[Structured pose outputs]
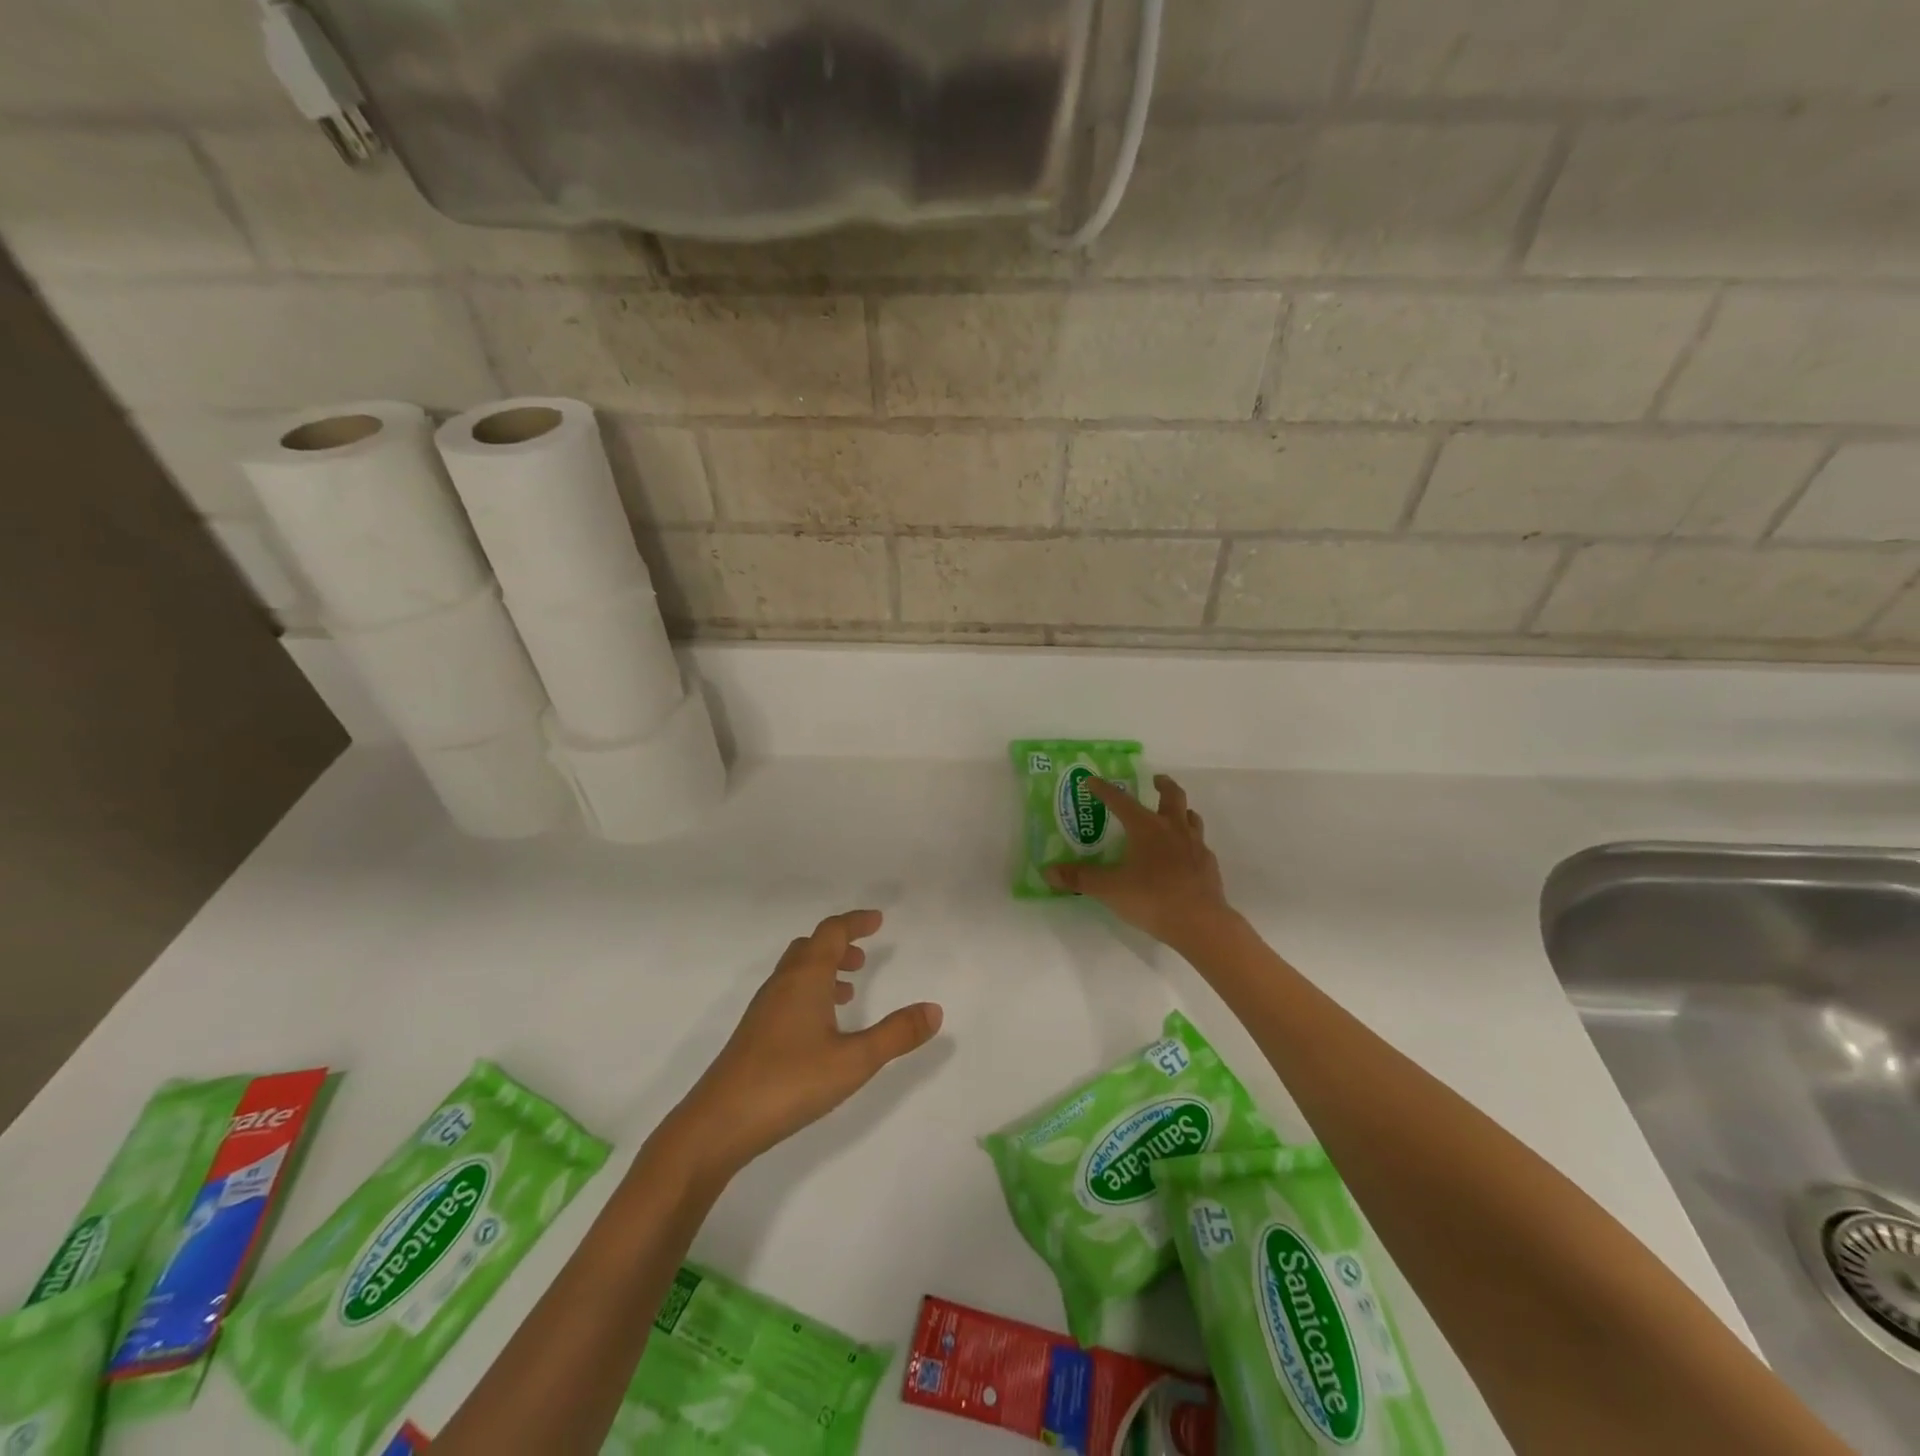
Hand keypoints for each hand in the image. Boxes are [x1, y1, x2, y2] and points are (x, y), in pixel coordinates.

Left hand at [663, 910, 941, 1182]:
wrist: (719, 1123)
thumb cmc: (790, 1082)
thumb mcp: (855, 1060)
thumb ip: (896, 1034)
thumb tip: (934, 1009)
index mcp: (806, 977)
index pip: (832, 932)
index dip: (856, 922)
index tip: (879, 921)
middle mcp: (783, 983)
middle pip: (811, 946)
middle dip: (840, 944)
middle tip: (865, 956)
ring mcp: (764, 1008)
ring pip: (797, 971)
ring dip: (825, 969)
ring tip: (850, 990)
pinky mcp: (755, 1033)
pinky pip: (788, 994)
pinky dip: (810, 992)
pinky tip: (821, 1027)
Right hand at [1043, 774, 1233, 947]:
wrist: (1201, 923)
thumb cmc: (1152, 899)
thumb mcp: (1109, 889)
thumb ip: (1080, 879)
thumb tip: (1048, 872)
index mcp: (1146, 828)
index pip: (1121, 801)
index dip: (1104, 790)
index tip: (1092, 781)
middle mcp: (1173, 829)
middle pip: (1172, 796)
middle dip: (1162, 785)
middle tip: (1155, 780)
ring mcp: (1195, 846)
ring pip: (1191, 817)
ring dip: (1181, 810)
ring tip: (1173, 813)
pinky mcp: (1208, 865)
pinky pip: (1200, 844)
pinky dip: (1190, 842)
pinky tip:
==
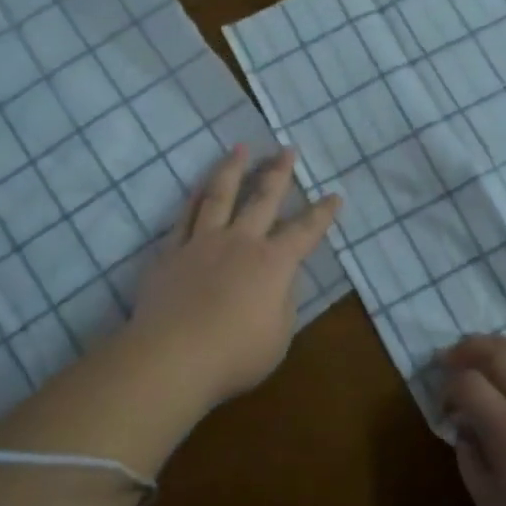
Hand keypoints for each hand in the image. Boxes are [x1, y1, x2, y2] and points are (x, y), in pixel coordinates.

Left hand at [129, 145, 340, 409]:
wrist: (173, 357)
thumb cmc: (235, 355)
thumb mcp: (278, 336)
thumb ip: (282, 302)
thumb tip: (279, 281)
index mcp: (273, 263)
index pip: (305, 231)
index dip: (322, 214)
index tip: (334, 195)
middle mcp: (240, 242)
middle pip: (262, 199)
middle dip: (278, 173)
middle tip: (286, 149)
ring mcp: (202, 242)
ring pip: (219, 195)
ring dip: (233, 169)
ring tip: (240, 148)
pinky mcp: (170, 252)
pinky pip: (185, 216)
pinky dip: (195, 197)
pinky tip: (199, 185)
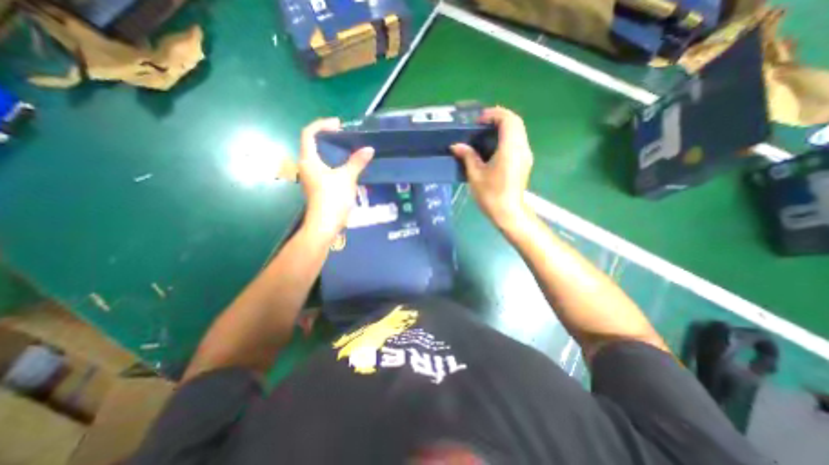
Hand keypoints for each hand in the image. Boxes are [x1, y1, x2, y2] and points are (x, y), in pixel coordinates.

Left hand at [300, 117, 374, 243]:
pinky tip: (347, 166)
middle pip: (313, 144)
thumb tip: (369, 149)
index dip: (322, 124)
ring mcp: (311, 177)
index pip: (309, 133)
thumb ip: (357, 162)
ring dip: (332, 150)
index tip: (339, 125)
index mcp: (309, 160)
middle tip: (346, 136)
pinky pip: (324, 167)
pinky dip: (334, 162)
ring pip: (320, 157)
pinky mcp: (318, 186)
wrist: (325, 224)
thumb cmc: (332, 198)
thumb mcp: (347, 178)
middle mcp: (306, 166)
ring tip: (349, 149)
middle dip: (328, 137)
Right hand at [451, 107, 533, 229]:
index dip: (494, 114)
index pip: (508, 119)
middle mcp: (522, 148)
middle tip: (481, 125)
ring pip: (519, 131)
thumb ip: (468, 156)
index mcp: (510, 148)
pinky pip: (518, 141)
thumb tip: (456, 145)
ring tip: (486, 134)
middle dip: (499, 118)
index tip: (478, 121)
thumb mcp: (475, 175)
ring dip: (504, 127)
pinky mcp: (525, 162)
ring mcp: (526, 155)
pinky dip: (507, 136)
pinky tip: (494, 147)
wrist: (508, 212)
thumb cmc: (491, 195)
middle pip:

(ACTIVITY)
Wherever the string "hand" is found in the entries, copy the line it sits in.

(WRITTEN SOLUTION)
Hand keypoints for each hand in the image. Boxes are [x1, y1, x2, y2] and points are (x, y), in pixel coordinates.
Left hand at [663, 910, 941, 1182]:
Right hand at [1043, 774, 1233, 947]:
Hand keypoints for each hand in the image. Boxes are [x1, y1, x2, y2] and points are (x, y), in pixel coordinates.
Left hand at [129, 145, 340, 409]:
Hand keypoints for each hand in the image. Boxes are [x1, y1, x2, y2] and points are (x, y), in pixel coordinates.
Left hand at [300, 117, 374, 243]:
Right hand at [451, 107, 533, 229]:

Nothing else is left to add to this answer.